Dataset entries
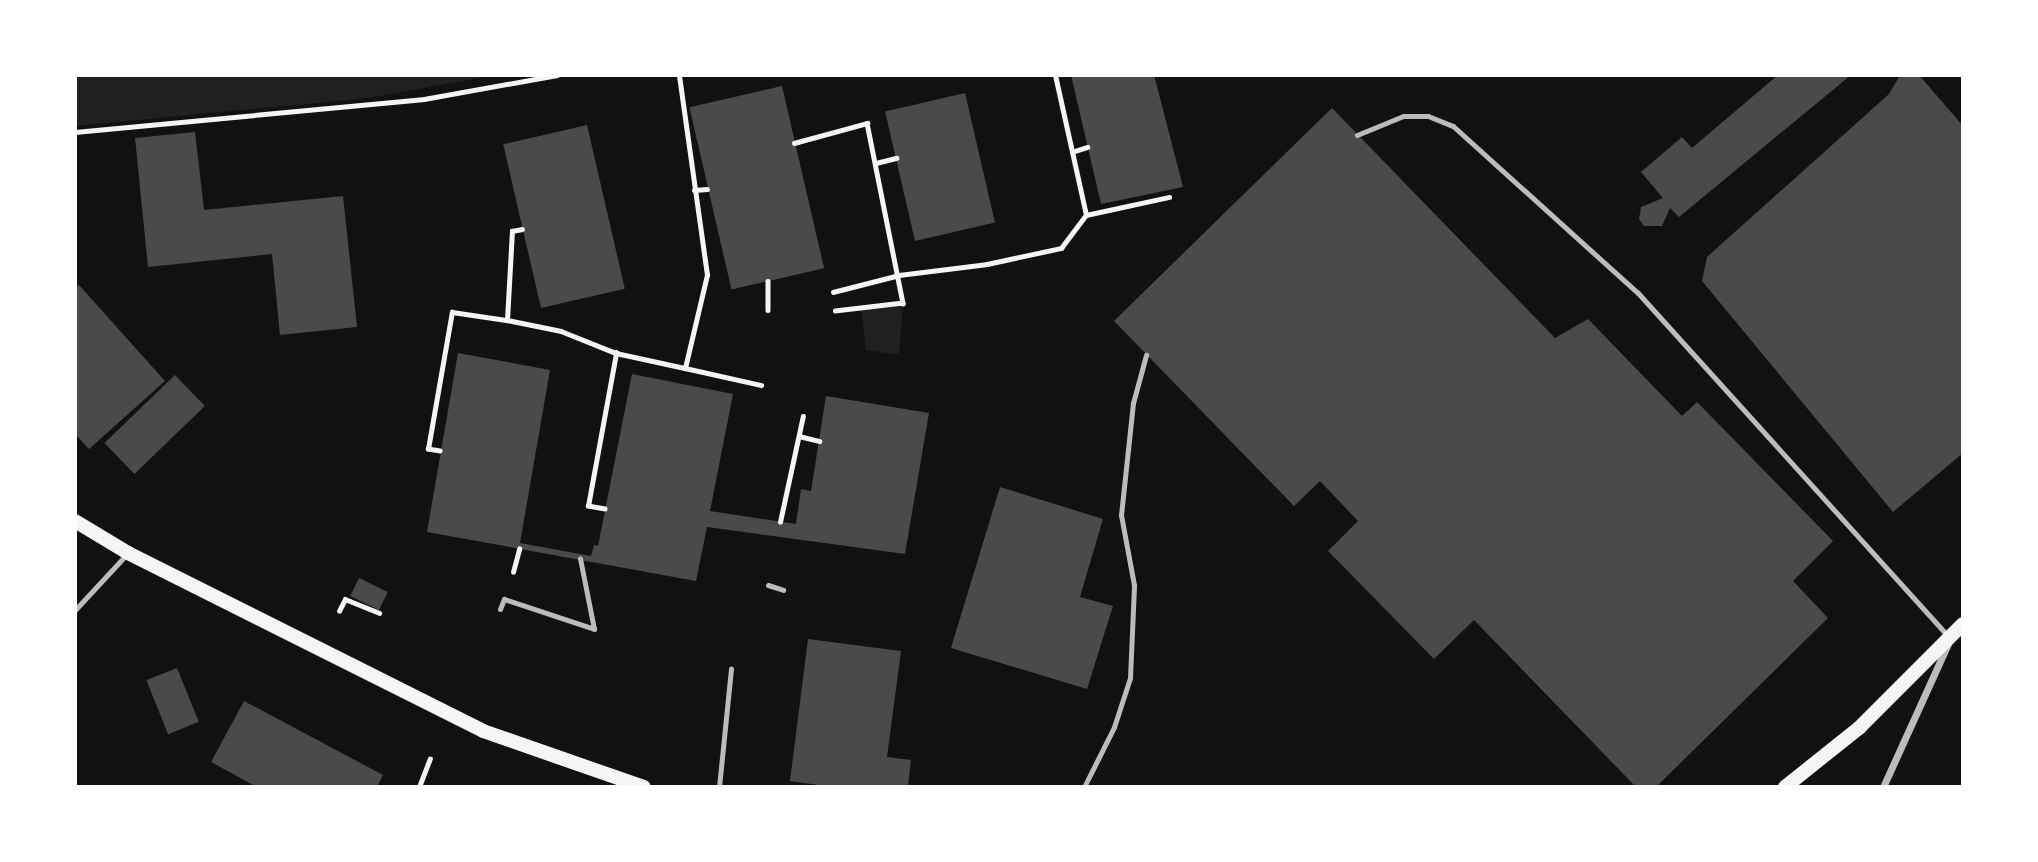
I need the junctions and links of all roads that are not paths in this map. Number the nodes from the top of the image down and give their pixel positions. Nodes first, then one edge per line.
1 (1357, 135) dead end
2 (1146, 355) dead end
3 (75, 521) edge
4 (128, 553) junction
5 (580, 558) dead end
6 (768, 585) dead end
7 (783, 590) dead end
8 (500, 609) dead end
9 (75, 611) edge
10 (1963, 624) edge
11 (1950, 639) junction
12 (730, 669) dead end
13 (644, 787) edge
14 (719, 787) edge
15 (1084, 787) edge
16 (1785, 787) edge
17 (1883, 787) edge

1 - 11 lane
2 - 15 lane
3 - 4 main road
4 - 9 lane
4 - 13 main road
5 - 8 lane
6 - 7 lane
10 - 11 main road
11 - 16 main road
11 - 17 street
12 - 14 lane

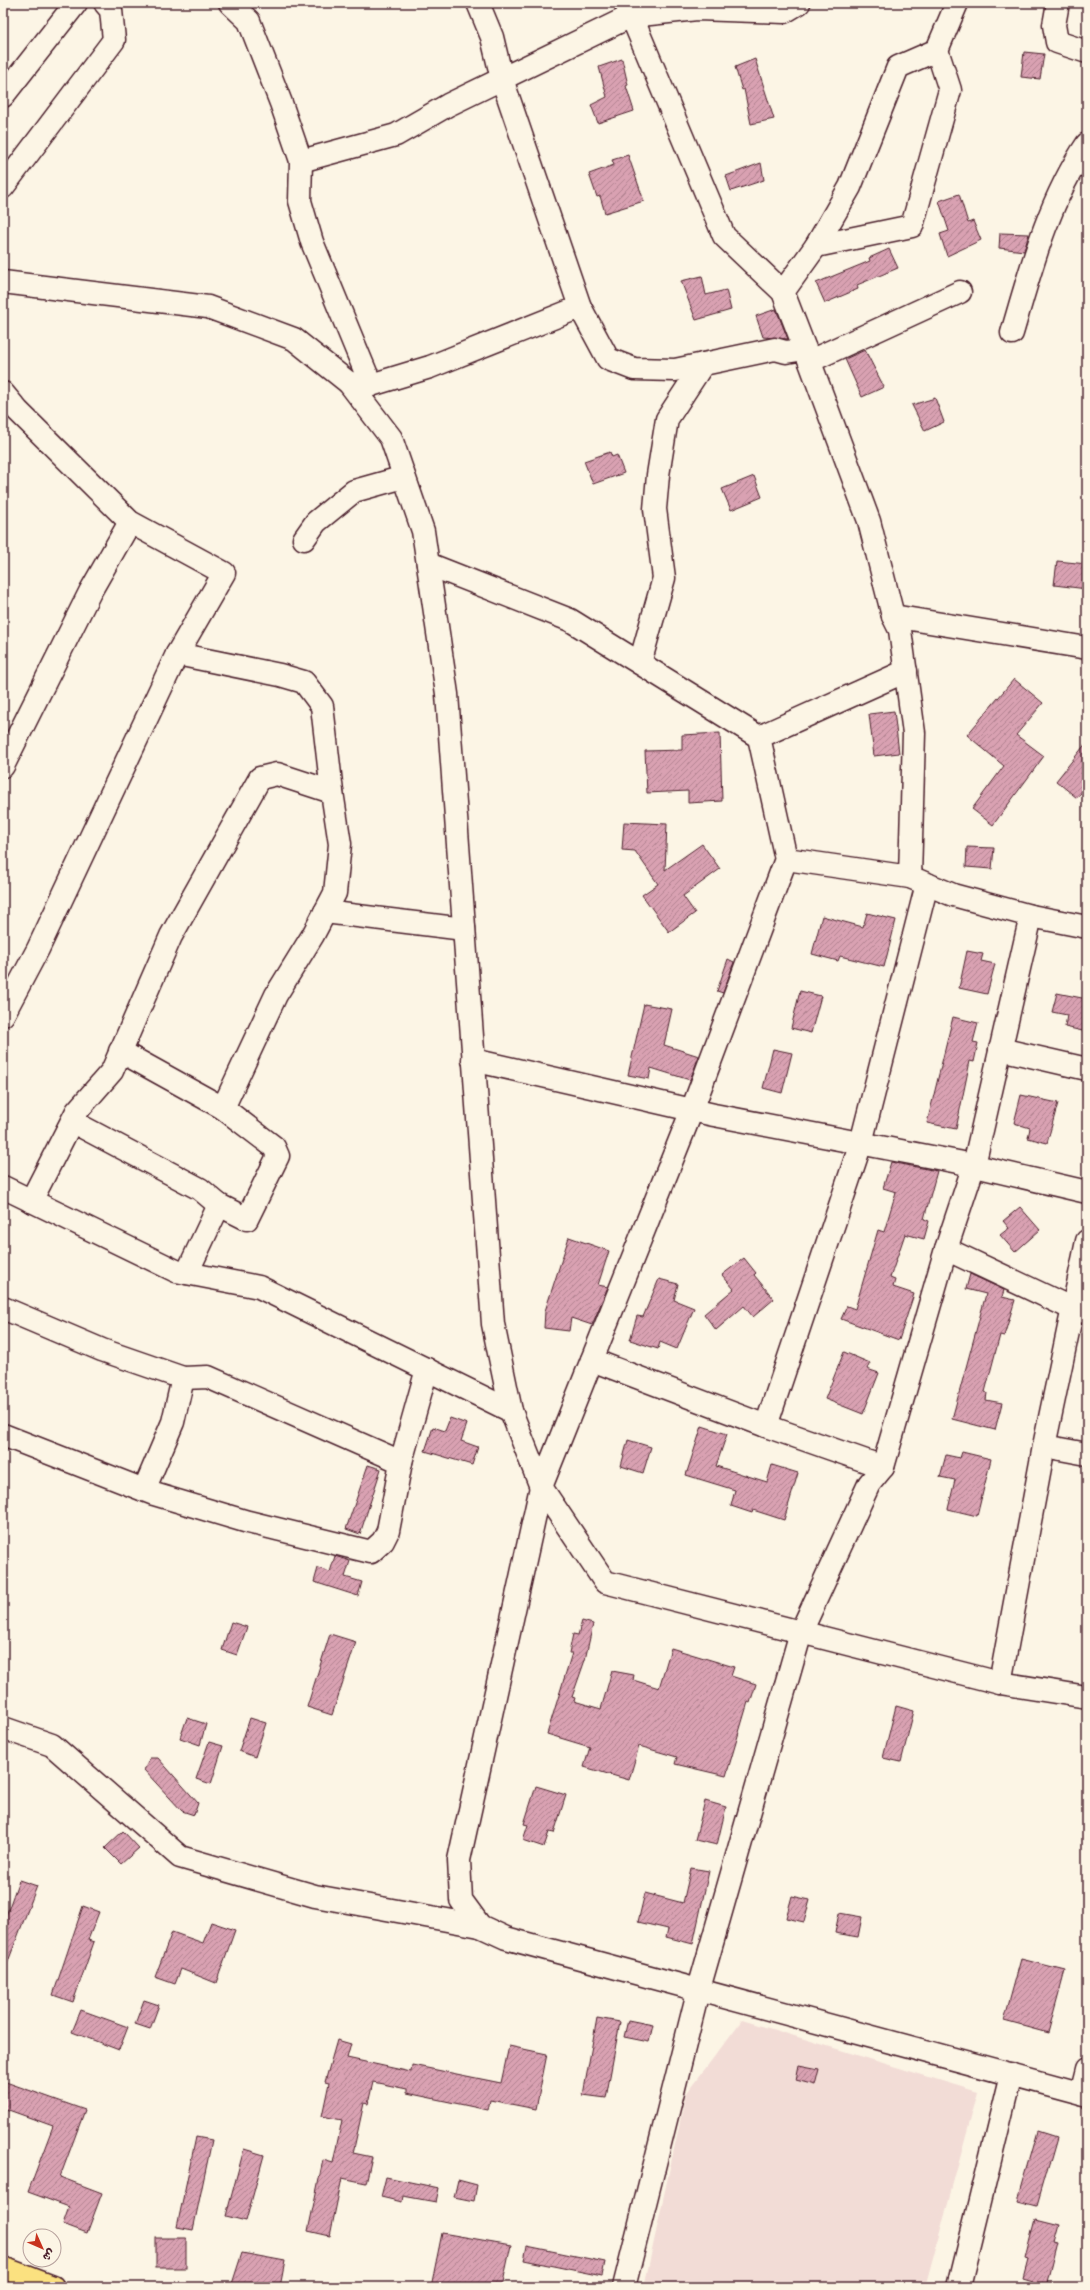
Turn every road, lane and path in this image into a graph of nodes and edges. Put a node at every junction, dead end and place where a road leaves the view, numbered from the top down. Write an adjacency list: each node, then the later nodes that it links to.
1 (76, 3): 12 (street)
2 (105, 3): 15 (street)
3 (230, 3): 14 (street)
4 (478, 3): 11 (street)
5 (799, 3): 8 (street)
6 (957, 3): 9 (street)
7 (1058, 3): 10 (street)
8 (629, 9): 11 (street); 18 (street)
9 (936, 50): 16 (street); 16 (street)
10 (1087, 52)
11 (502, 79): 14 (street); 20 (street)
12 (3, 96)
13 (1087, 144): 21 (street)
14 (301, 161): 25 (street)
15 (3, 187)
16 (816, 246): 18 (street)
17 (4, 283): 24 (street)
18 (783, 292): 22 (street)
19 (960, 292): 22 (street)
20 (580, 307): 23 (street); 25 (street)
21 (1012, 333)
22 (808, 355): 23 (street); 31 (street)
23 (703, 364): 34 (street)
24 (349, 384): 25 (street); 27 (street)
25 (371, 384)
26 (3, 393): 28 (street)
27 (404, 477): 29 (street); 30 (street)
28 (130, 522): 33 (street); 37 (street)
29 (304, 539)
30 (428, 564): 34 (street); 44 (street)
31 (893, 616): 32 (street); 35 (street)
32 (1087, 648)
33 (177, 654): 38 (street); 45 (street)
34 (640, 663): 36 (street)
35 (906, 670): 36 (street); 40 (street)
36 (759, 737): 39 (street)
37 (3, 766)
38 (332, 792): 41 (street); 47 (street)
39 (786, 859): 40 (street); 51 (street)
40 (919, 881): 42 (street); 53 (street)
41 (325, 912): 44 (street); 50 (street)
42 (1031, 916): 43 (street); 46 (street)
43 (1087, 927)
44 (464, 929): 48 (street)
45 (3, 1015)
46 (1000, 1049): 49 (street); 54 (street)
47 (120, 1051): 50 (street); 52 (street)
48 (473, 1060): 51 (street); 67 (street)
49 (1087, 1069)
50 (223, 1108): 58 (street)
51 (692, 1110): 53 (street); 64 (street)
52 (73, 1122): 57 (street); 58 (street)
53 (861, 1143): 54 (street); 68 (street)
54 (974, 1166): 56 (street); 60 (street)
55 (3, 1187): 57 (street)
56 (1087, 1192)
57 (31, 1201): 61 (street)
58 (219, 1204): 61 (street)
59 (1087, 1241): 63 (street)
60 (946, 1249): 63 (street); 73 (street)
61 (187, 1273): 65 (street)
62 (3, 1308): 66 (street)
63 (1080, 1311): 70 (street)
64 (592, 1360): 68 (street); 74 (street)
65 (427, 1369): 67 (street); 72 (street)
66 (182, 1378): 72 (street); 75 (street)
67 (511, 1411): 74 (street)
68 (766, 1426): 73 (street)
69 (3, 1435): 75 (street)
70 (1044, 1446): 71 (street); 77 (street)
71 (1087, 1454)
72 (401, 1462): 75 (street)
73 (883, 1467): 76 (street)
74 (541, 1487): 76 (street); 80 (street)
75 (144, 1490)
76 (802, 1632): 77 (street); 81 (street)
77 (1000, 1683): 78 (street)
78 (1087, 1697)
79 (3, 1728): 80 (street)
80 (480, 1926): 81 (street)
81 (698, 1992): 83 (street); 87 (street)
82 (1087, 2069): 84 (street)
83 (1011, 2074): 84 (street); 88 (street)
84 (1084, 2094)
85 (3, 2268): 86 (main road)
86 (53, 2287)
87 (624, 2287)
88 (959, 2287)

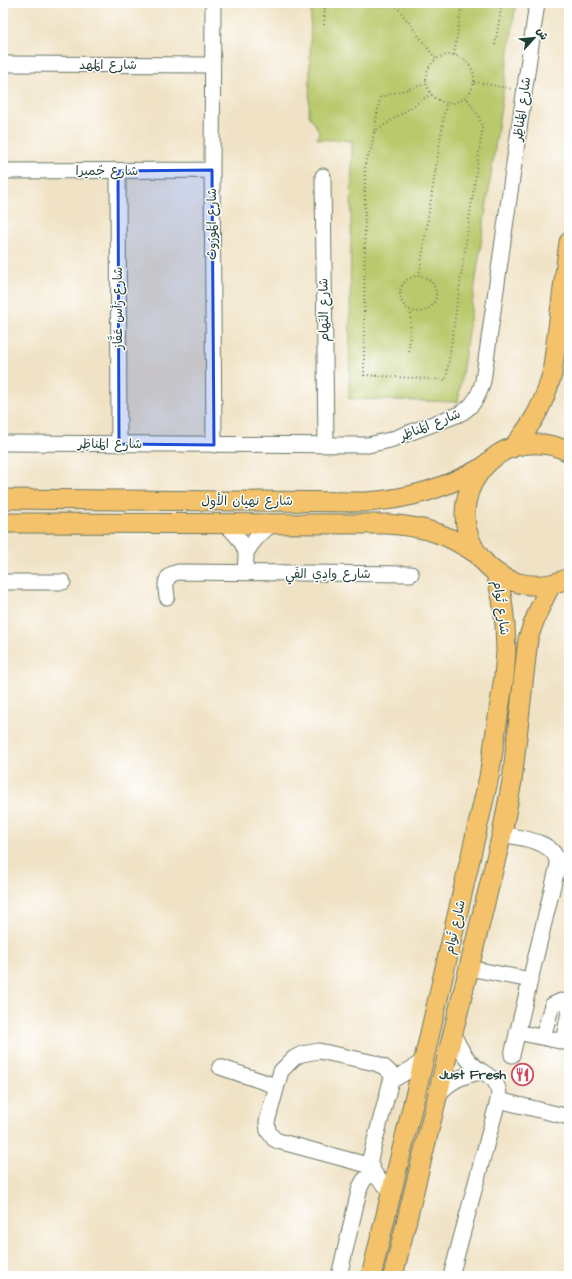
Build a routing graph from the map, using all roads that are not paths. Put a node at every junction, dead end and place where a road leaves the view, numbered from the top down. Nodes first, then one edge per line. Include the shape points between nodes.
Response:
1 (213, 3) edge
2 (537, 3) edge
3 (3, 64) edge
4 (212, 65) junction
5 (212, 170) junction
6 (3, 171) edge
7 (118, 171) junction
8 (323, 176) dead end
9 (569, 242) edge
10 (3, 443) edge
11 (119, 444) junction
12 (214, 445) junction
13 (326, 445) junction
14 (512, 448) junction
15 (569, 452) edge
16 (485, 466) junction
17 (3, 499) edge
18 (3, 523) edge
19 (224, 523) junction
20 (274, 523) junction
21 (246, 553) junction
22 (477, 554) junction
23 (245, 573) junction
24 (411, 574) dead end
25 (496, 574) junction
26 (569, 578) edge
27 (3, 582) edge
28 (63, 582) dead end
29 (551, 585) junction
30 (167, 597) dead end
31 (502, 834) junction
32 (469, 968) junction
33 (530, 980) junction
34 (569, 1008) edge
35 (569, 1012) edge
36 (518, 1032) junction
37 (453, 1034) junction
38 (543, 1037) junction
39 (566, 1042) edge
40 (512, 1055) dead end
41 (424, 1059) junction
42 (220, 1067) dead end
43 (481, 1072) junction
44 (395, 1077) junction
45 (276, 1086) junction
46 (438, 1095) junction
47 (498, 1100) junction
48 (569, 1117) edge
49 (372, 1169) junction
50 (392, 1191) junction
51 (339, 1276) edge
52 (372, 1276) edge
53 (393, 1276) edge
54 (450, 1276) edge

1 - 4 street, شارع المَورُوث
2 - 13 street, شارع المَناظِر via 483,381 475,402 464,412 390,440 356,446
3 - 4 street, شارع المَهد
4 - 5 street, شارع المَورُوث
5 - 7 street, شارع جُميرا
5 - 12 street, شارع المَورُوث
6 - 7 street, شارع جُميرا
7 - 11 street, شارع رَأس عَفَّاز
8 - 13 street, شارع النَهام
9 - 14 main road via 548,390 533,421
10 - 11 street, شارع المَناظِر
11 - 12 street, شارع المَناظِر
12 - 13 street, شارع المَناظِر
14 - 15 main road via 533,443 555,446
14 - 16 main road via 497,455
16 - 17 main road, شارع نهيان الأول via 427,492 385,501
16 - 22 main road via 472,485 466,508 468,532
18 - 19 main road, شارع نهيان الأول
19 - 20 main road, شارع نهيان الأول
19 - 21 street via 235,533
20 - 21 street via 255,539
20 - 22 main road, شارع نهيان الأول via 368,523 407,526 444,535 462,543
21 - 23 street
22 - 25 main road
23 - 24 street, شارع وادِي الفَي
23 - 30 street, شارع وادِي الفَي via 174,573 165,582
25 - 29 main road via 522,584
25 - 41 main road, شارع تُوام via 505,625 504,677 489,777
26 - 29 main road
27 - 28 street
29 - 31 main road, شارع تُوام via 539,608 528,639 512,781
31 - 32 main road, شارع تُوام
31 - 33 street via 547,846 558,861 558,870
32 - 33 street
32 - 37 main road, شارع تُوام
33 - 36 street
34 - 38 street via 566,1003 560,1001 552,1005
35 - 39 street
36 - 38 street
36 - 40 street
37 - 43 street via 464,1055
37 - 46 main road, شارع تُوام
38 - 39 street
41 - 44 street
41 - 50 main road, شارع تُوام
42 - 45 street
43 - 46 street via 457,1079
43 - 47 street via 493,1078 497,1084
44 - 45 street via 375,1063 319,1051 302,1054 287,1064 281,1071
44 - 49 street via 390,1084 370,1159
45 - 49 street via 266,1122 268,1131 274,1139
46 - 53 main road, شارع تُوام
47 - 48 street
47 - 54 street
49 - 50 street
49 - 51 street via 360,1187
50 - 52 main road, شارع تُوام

:: EXERCISE DIRECTIONS ::
For each line above that contains the word "numbered", copy that line.

:: ANSWER AREA ::
Turn every road, lane and path in this image into a graph of nodes and edges. Put a node at every junction, dead end and place where a road leaves the view, numbered from the top down. Write an adjacency list: each node, then the later nodes that it links to.
Build a routing graph from the map, using all roads that are not paths. Put a node at every junction, dead end and place where a road leaves the view, numbered from the top down. Nodes first, then one edge per line. Include the shape points between nodes.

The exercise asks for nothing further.